I have an optimization problem (1d) coded in 2 ways - one using a for loop and an other using numpy arrays. The for loop version works fine but the numpy one fails. Actually it is a bit more complicated, it can work with different starting points (!!) or if I choose an other optimization algo like CG.
The 2 versions (functions and gradients) are giving the same results and the returned types are also the same as far as I can tell.

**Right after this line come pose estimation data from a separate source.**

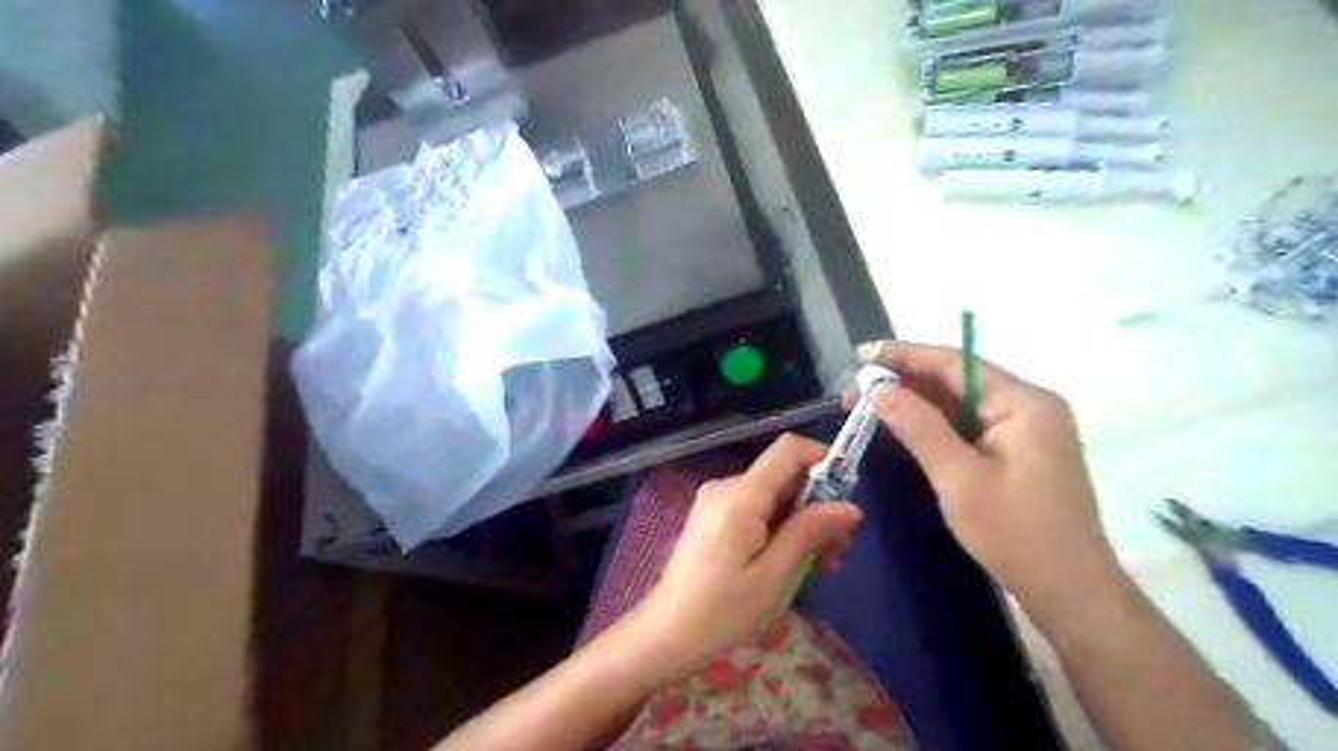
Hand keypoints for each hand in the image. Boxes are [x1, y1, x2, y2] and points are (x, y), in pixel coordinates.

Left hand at [635, 437, 857, 671]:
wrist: (667, 633)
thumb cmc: (721, 610)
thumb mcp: (774, 576)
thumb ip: (809, 533)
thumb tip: (850, 506)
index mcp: (741, 495)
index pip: (789, 449)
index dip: (824, 460)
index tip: (847, 495)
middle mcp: (727, 487)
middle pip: (785, 476)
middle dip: (817, 505)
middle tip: (839, 549)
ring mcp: (718, 501)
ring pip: (774, 496)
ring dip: (802, 523)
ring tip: (822, 565)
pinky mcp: (714, 516)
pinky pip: (757, 510)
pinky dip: (780, 529)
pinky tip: (794, 563)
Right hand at [856, 343, 1126, 630]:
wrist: (1071, 593)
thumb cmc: (1016, 535)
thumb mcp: (959, 479)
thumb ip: (919, 427)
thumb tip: (880, 389)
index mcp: (1024, 403)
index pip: (955, 364)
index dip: (906, 356)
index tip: (862, 354)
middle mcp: (1027, 406)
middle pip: (957, 381)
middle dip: (905, 383)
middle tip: (855, 393)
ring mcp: (1025, 430)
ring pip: (960, 405)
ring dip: (915, 405)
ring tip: (868, 408)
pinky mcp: (1017, 453)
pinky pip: (968, 427)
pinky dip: (933, 426)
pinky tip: (901, 428)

Here is my example, what am I missing?
import numpy as np
from scipy.optimize import minimize
# local params
v1 = np.array([1., 1.])
v2 = np.array([1., 2.])
# local functions
def f1(x):
s = 0
for i in range(len(v1)):
s += (v1[i]*x-v2[i])**2
return 0.5*s/len(v1)
def df1(x):
g = 0
for i in range(len(v1)):
g += v1[i]*(v1[i]*x-v2[i])
return g/len(v1)
def f2(x):
return 0.5*np.sum((v1*x-v2)**2)/len(v1)
def df2(x):
return np.sum(v1*(v1*x-v2))/len(v1)
x0 = 10. # x0 = 2 works
# tests...
assert np.abs(f1(x0)-f2(x0)) < 1.e-6 and np.abs(df1(x0)-df2(x0)) < 1.e-6 \
and np.abs((f1(x0+1.e-6)-f1(x0))/(1.e-6)-df1(x0)) < 1.e-4
# BFGS for f1: OK
o = minimize(f1, x0, method='BFGS', jac=df1)
if not o.success:
print('FAILURE', o)
else:
print('SUCCESS min = %f reached at %f' % (f1(o.x[0]), o.x[0]))
# BFGS for f2: failure
o = minimize(f2, x0, method='BFGS', jac=df2)
if not o.success:
print('FAILURE', o)
else:
print('SUCCESS min = %f reached at %f' % (f2(o.x[0]), o.x[0]))
The error I get is
A1 = I - sk[:, numpy.newaxis] * yk[numpy.newaxis, :] * rhok
IndexError: invalid index to scalar variable.
but I doesn't really helps me since it can work with some other starting values.
I am using an all new fresh python install (python 3.5.2, scipy 0.18.1 and numpy 1.11.3).
The solver expects the return value of jacobian df2 to be the same shape as its input x. Even though you passed in a scalar here, it's actually converted into a single element ndarray. Since you used np.sum, your result became scalar and that causes strange things to happen.
Enclose the scalar result of df2 with np.array, and your code should work.